Last year at least 25,000 food parcels were distributed by around 25 food banks which operate in different communities across Lancashire. The numbers have risen rapidly over recent years as economic hardship has hit the region. Unemployment together with low and stagnant wages mean that many families have the choice between eating and heating. Some of the food banks report people who refuse to take items such as pasta because they need to be cooked they may not even have cooking equipment at home, or if they do they can't afford the gas.
The food banks estimate that a quarter of their beneficiaries are working families, on low or unpredictable wages. The rest are living on benefits and divide roughly into three equal groups. One group are getting their payments, but just can no longer manage on the stingy amounts that are paid. Indeed the EU has recently told the UK government that they should double the rates paid to bring claimants up to a reasonable subsistence level.

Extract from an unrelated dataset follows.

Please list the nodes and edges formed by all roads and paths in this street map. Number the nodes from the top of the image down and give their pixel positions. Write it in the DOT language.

With recent welfare reforms, most have had a cut in their income and increased bills to pay their bedroom tax and council tax, on top of the increasing cost of living. A second group are those who have made a claim, but have had long delays before what they are entitled to comes through to the bank. The third group are made destitute by the deliberate government policy of imposing benefit sanctions a sentence imposed without any legal process by job centre officials, often on flimsy evidence and trivial grounds.
The response to this growing crisis by the food bank movement has been magnificent. Projects have now been set up in every district of the county, mostly led by churches and other faith communities and supported by donations from thousands of the warm hearted and generous people of Lancashire. Most of us realise that there but for the grace of God go I - and respond to human need when we see it. It is the self organising genius which David Cameron until recently called "the Big Society" at work. What a pity then that almost every recent government statement on food poverty and the food bank movement is either evasive or critical.

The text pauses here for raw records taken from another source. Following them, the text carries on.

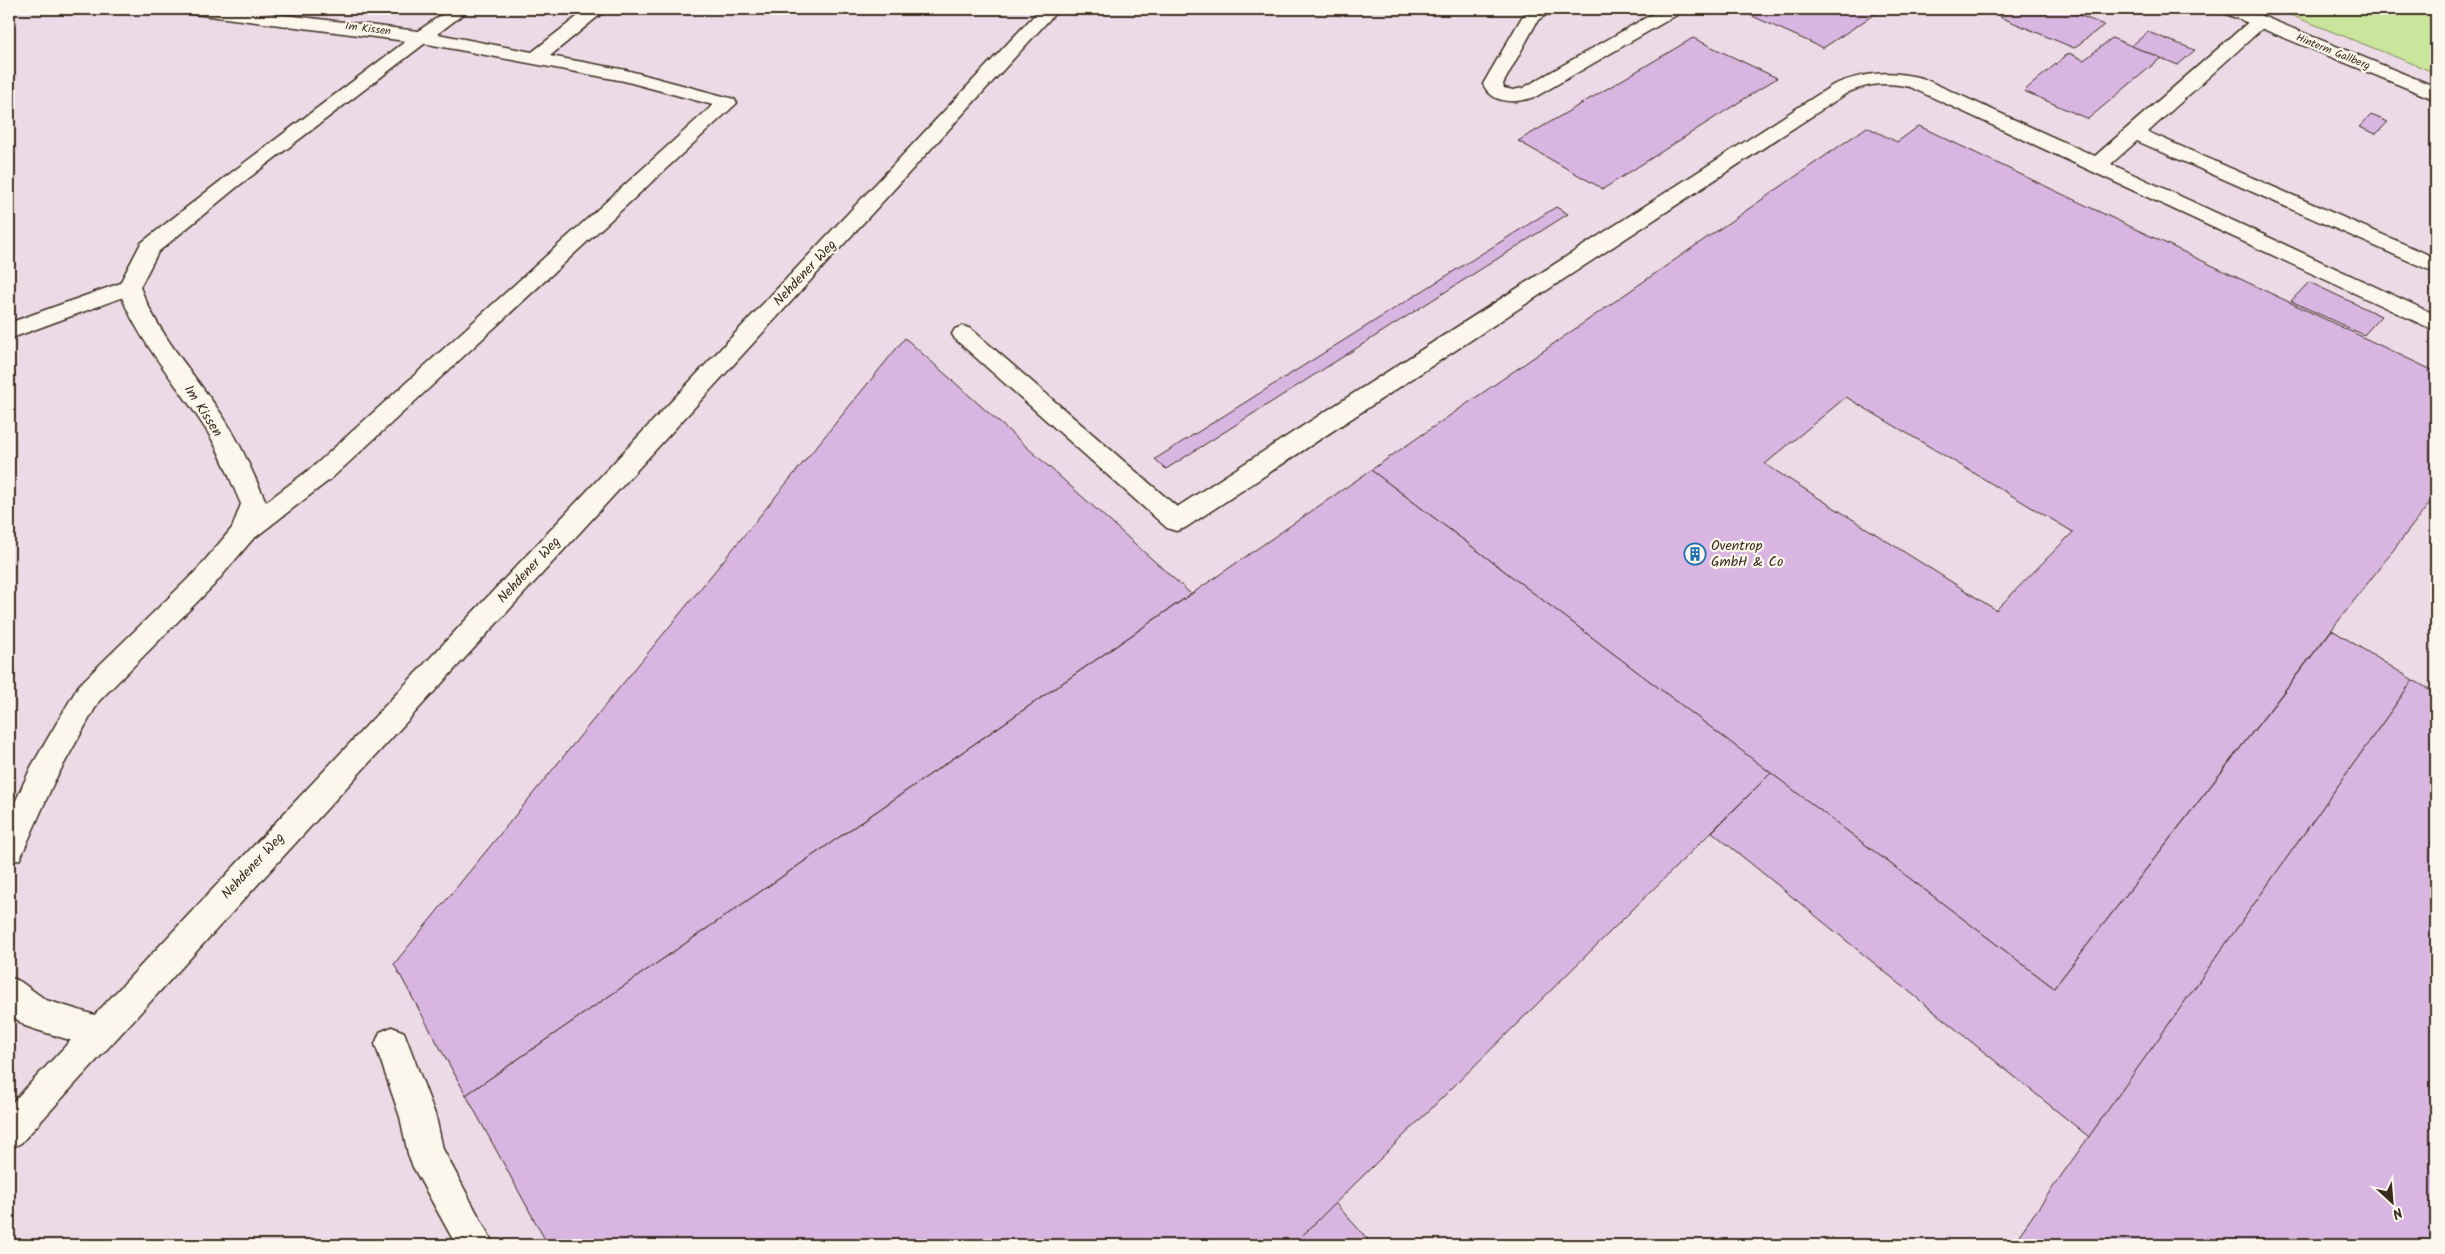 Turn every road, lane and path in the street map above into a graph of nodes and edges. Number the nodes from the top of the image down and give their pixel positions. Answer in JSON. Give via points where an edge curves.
{"nodes":[{"id":1,"x":194,"y":9,"type":"edge"},
{"id":2,"x":461,"y":9,"type":"edge"},
{"id":3,"x":598,"y":9,"type":"edge"},
{"id":4,"x":1050,"y":9,"type":"edge"},
{"id":5,"x":1546,"y":9,"type":"edge"},
{"id":6,"x":1674,"y":9,"type":"edge"},
{"id":7,"x":2230,"y":9,"type":"edge"},
{"id":8,"x":255,"y":13,"type":"edge"},
{"id":9,"x":2259,"y":22,"type":"junction"},
{"id":10,"x":422,"y":37,"type":"junction"},
{"id":11,"x":535,"y":59,"type":"junction"},
{"id":12,"x":2436,"y":94,"type":"edge"},
{"id":13,"x":2135,"y":133,"type":"junction"},
{"id":14,"x":2097,"y":165,"type":"junction"},
{"id":15,"x":2436,"y":266,"type":"edge"},
{"id":16,"x":129,"y":287,"type":"junction"},
{"id":17,"x":2436,"y":324,"type":"edge"},
{"id":18,"x":9,"y":332,"type":"edge"},
{"id":19,"x":963,"y":334,"type":"dead end"},
{"id":20,"x":243,"y":533,"type":"junction"},
{"id":21,"x":9,"y":849,"type":"edge"},
{"id":22,"x":9,"y":993,"type":"edge"},
{"id":23,"x":99,"y":1032,"type":"junction"},
{"id":24,"x":392,"y":1044,"type":"dead end"},
{"id":25,"x":9,"y":1131,"type":"edge"},
{"id":26,"x":476,"y":1245,"type":"edge"}],
"edges":[{"from":1,"to":8,"type":"street","name":"Im Kissen"},
{"from":2,"to":10,"type":"street","name":"Im Kissen"},
{"from":3,"to":11,"type":"street"},
{"from":4,"to":23,"type":"street","name":"Nehdener Weg"},
{"from":5,"to":6,"type":"street","via":[[1531,17],[1493,84],[1496,91],[1505,96],[1517,97],[1530,92]]},
{"from":7,"to":9,"type":"street","name":"Hinterm Gallberg"},
{"from":8,"to":10,"type":"street","name":"Im Kissen"},
{"from":9,"to":12,"type":"street","name":"Hinterm Gallberg"},
{"from":9,"to":13,"type":"street"},
{"from":10,"to":11,"type":"street"},
{"from":10,"to":16,"type":"street","name":"Im Kissen","via":[[149,248]]},
{"from":11,"to":20,"type":"street","via":[[626,76],[727,103],[322,472]]},
{"from":13,"to":14,"type":"street"},
{"from":13,"to":15,"type":"street"},
{"from":14,"to":17,"type":"street"},
{"from":14,"to":19,"type":"street","via":[[1915,82],[1890,77],[1863,79],[1840,89],[1176,521]]},
{"from":16,"to":18,"type":"street"},
{"from":16,"to":20,"type":"street","name":"Im Kissen","via":[[136,310],[213,421],[254,504]]},
{"from":20,"to":21,"type":"street","name":"Im Kissen","via":[[205,578],[89,693],[42,776]]},
{"from":22,"to":23,"type":"street","via":[[36,1014]]},
{"from":23,"to":25,"type":"street","name":"Nehdener Weg"},
{"from":24,"to":26,"type":"street","via":[[418,1117],[426,1154]]}]}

Indeed as most of the food bank providers recognize there could be a problem of dependency, and it's possible that a few people who have enough money to spend on fags and booze, do get through the referral systems for free food. Yet even,when need is genuine, as in the vast majority of cases, charity on its own can never solve deeper problems and change people's lives.
Thankfully most of the food banks realize this and try to get to know people personally. A listening ear over a cuppa is just the first stage and that can often bring comfort. The next stage is to signpost people to other services and projects that help address other parts of complex problems, housing advice, debt counselling, parenting skills, drug and alcohol services, work clubs. The churches and faith groups in particular are well placed to do this as they are at the heart of a network of such agencies. Additionally when asked they can also offer prayer and spiritual support.
Christians have long seen the church community, and society as a whole, as a single body, in which all persons are members of equal dignity and worth. So action must also go beyond the individual level if we are to end the scourge of food poverty in our county and country. Businesses can help not just my making available their surplus food stuffs to those in need, but by organising themselves to thrive, in order that they can offer decent living wage jobs to those who are unemployed. Communities need to be better organised to be more compassionate, co-operative and resilient in times of austerity. Finally progressive politicians must do better to take a moral lead on these issues, to bring people together, to engage and organize ordinary people in participatory democracy, to lobby, to vote and to campaign so that food poverty and the gross inequality that we now see is driven from our land. As the good book says "without a vision the people perish".